Indo-Russia Rifles Private Limited (IRRPL) is a rifle-manufacturing facility in Korwa, Amethi district in the Indian state of Uttar Pradesh. The factory will manufacture the AK-200 variant of the Kalashnikov family of rifles. The factory is a joint-venture of the Ordnance Factory Board of India and Kalashnikov Concern of Russia, with Rosoboronexport holding a minority stake and will produce 750,000 AK-203, a 7.62×39mm variant from the AK-100 family.

Ownership
The factory is a joint venture between three companies. The Ordnance Factory Board (OFB) owns the controlling stakes of 50.5% while Kalashnikov owns 42% stake followed by 7.5% stake owned by Rosonboronexport. An Indian CEO from the Indian Army leads the company. The Army has appointed Major General Sanjeev Sengar as the Chief Executive Officer.

Background 
Since the late 1950s, the Indian armed forces had been equipped with a locally produced licensed copy of the L1A1 self-loading rifles. In mid-1980s, the decision was taken to develop a 5.56×45mm NATO calibre rifle to replace the obsolete rifles. Trials on various prototypes based on the AKM were carried out by the Armament Research and Development Establishment (ARDE) in Pune. On the completion of the trial, The Indian Small Arms System (INSAS) was adopted in 1990, becoming the standard issue assault rifle of the Indian infantry. However, to phase out  the still in use bolt-action Lee–Enfield rifles as quickly as possible, India had to acquire 100,000 7.62×39mm AKM-type rifles from Russia, Hungary, Romania and Israel in 1990–92. 

The INSAS was initially built with features borrowed from several different rifles and was not made to meet the specific requirements of the Indian security forces. This amalgamated design while serving the Army for  over 30 years, has started to fall behind the needs of modern warfare. In recent years the rifle has come under increasing scrutiny, with several issues, surfacing from frontline forces that have inhibited operational capabilities. For example, the plastic magazine of the rifle has repeatedly cracked under cold weather conditions and has reportedly even overheated during long battles leading to malfunctions, making it an unreliable choice for a standard issue rifle. It has been observed that militants in Kashmir are drugged which leads to them being capable of taking a 5.56×45mm bullet and still being able to fight. Thats why the army is now using AK variants in Kashmir. Due to these repeated downfalls, In April 2015, the Indian government even had to replace some INSAS rifles of the CRPF with AKM variants to ensure greater success in the CRPF's fight against Naxalites.
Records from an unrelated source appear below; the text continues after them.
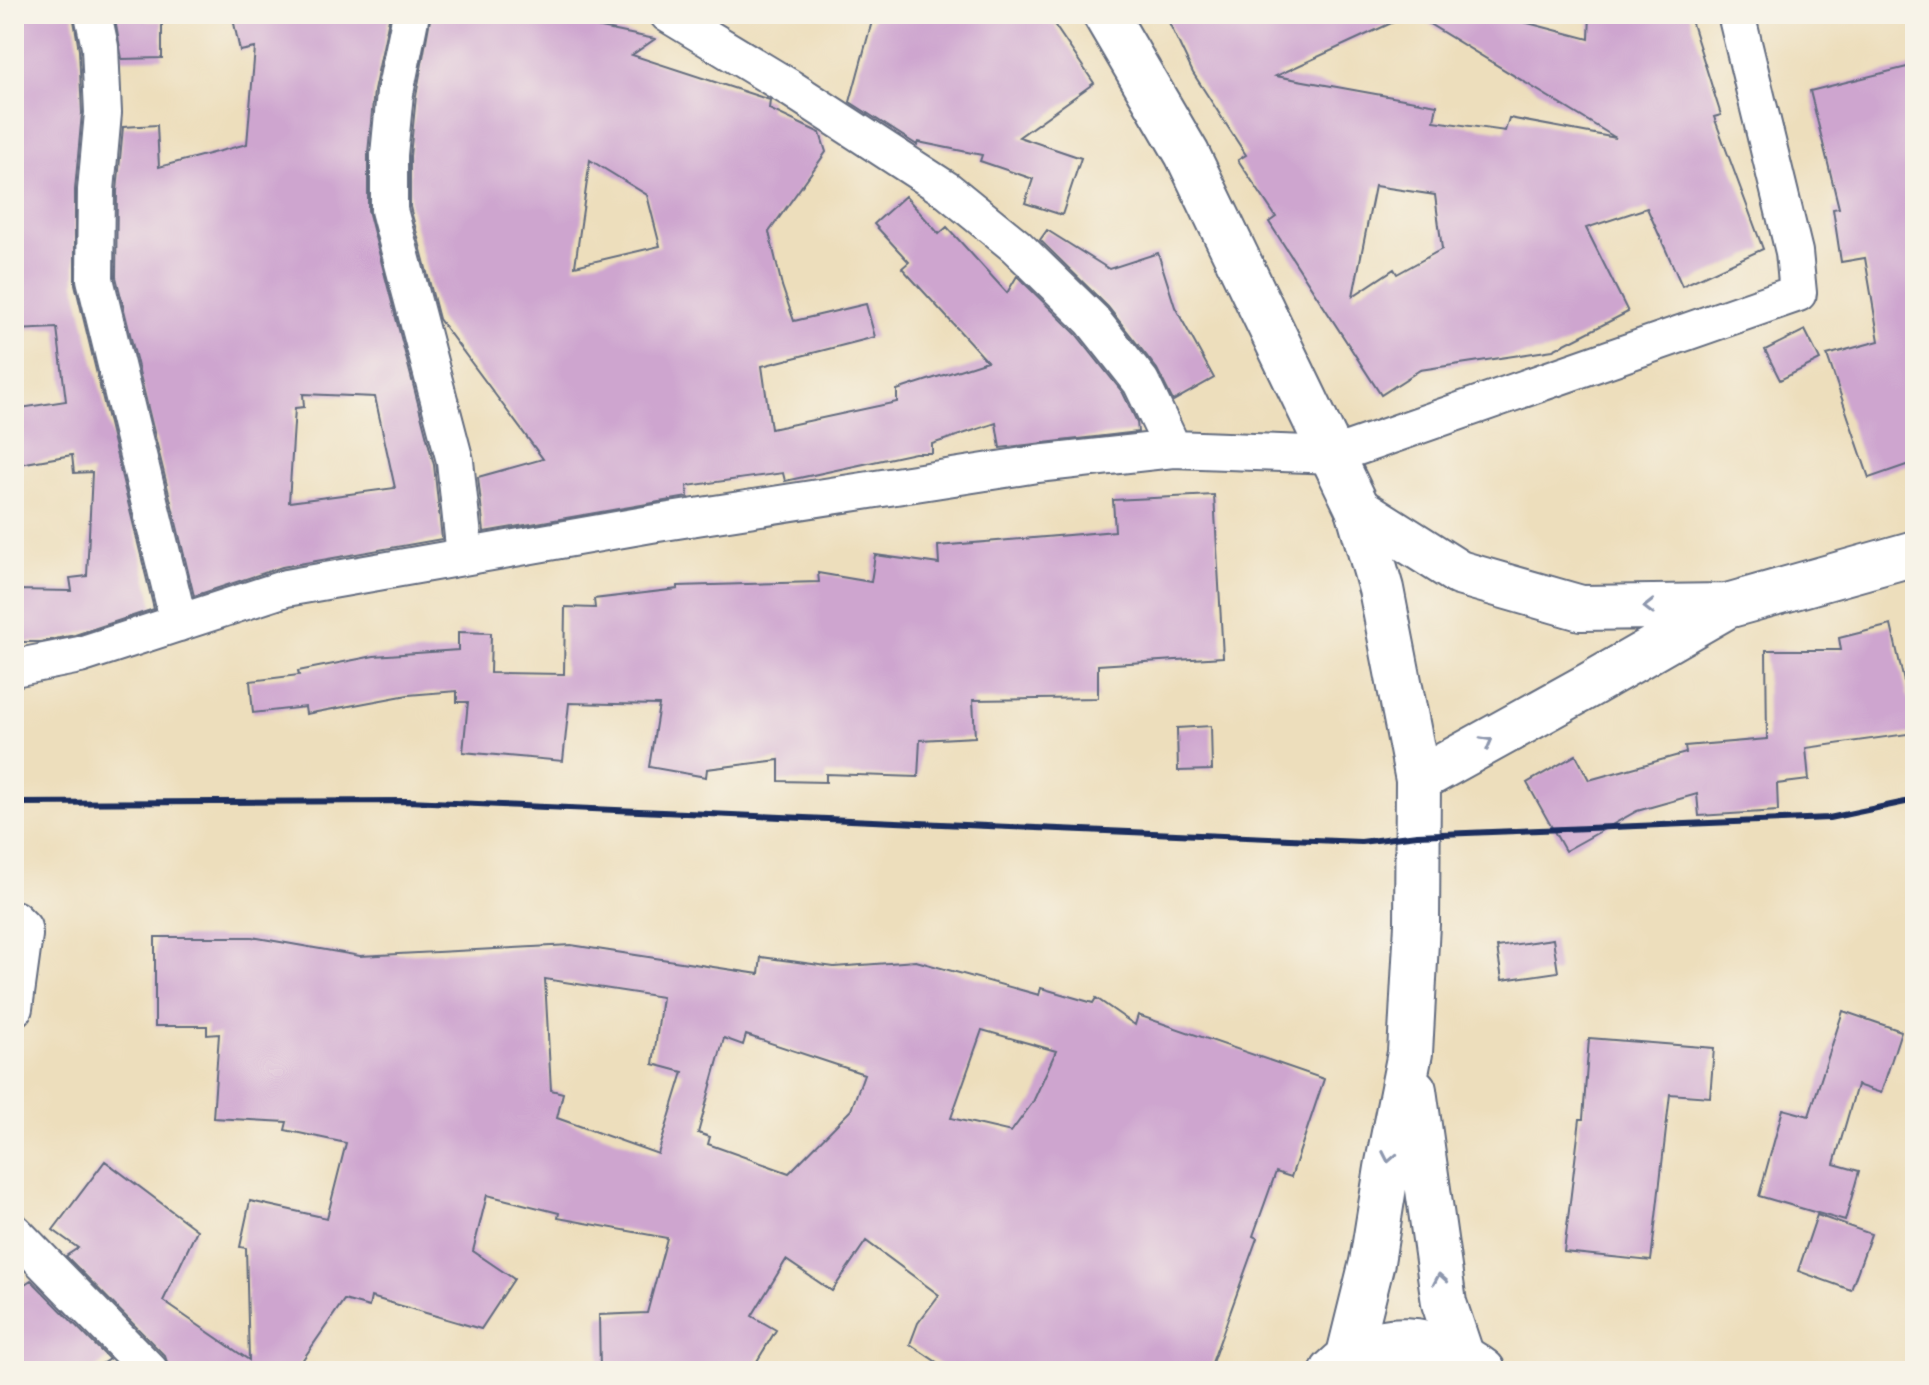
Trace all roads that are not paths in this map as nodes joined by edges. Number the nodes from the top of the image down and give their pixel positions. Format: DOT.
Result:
graph roads {
  1 [pos="93,14"];
  2 [pos="411,14"];
  3 [pos="668,14"];
  4 [pos="1105,14"];
  5 [pos="1736,14"];
  6 [pos="1173,449"];
  7 [pos="1334,455"];
  8 [pos="1358,509"];
  9 [pos="1915,553"];
  10 [pos="465,556"];
  11 [pos="1727,606"];
  12 [pos="179,623"];
  13 [pos="14,668"];
  14 [pos="1418,780"];
  15 [pos="14,919"];
  16 [pos="14,1008"];
  17 [pos="1410,1053"];
  18 [pos="14,1232"];
  19 [pos="1341,1363"];
  20 [pos="1472,1363"];
  21 [pos="150,1371"];
  1 -- 12 [label="street"];
  2 -- 10 [label="street"];
  3 -- 6 [label="street"];
  4 -- 7 [label="main road"];
  5 -- 7 [label="street"];
  6 -- 7 [label="street"];
  6 -- 10 [label="street"];
  7 -- 8 [label="main road"];
  11 -- 8 [label="main road, one-way"];
  8 -- 14 [label="main road"];
  9 -- 11 [label="main road"];
  10 -- 12 [label="street"];
  14 -- 11 [label="main road, one-way"];
  12 -- 13 [label="street"];
  14 -- 17 [label="main road"];
  15 -- 16 [label="street"];
  17 -- 19 [label="main road, one-way"];
  20 -- 17 [label="main road, one-way"];
  18 -- 21 [label="street"];
  19 -- 20 [label="main road"];
}
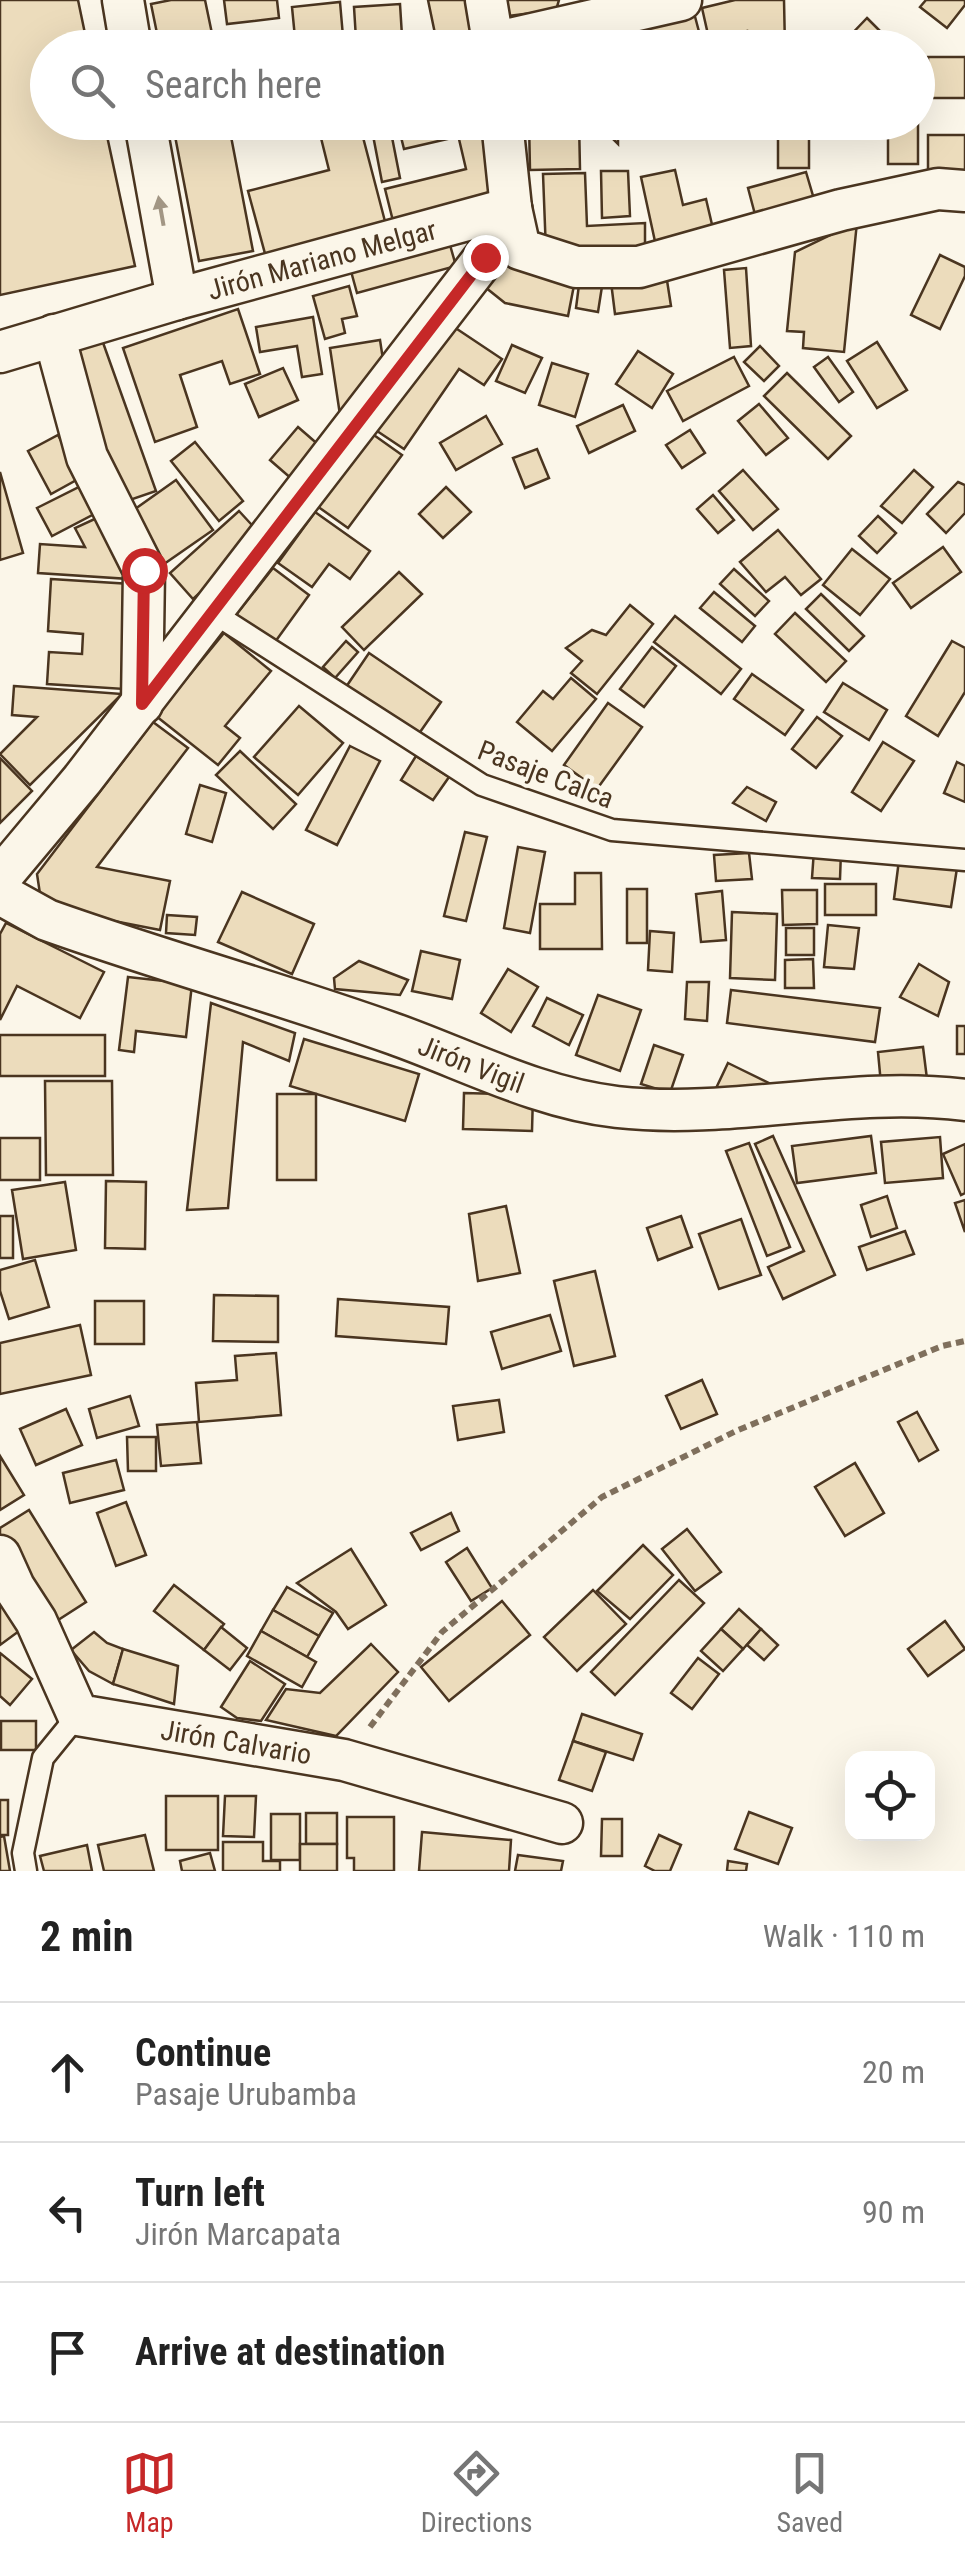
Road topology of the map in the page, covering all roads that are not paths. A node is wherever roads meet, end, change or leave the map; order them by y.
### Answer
1 (122, 0) edge
2 (486, 0) edge
3 (681, 0) edge
4 (128, 30) edge
5 (491, 30) edge
6 (556, 30) edge
7 (148, 140) edge
8 (504, 140) edge
9 (965, 191) edge
10 (511, 208) junction
11 (177, 298) junction
12 (54, 335) junction
13 (0, 352) edge
14 (212, 612) junction
15 (142, 704) junction
16 (965, 860) edge
17 (0, 878) edge
18 (0, 894) edge
19 (965, 1100) edge
20 (0, 1556) edge
21 (78, 1716) junction
22 (562, 1823) dead end
23 (26, 1871) edge

1 - 4 street
2 - 5 street
3 - 6 street
11 -> 7 street
8 - 10 street
9 - 10 street
10 - 11 street, Jirón Mariano Melgar
10 - 14 street
11 - 12 street, Jirón Mariano Melgar
12 - 13 street, Jirón Mariano Melgar
12 - 15 street
14 - 15 street
14 - 16 lane, Pasaje Calca
15 - 17 street
18 - 19 street, Jirón Vigil
20 - 21 street
21 - 22 street, Jirón Calvario
21 - 23 lane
Therefore, owing to these failures and the changing needs of the armed forces, it was announced in early 2017 that the INSAS rifles would be retired and replaced by a weapon capable of firing the larger 7.62×51mm NATO cartridges.

As part of the replacement process, the new Kalashnikov rifle was to be made in a joint venture production facility located in Amethi, Uttar Pradesh. The factory manufactures the AK-203 variant of the Kalashnikov family of rifles, which along with the SIG716, manufactured by United States-based SIG Sauer will replace the INSAS rifles as well as the AK-47s. The first batch of 10,000 SIG Sauer rifles were delivered in December 2019.

Product
The IRRPL has been licensed to produce 750,000 AK-203 assault rifles chambered for 7.62×39mm. The AK-203 is a modernized 200 series AK-103 variant and one of the modern derivatives of the Russian AK-Pattern series of assault rifles. The 200 series are technically based on the AK-100 family and the more expensive AK-12 rifle family. The AK-203 is reported as the newest version of the AK-47 assault rifle.

During the Defence Expo 2020 in Lucknow, Major General Sengar announced that the IRRPL facility in Amethi would produce 75,000 AK-203 annually for 10 years.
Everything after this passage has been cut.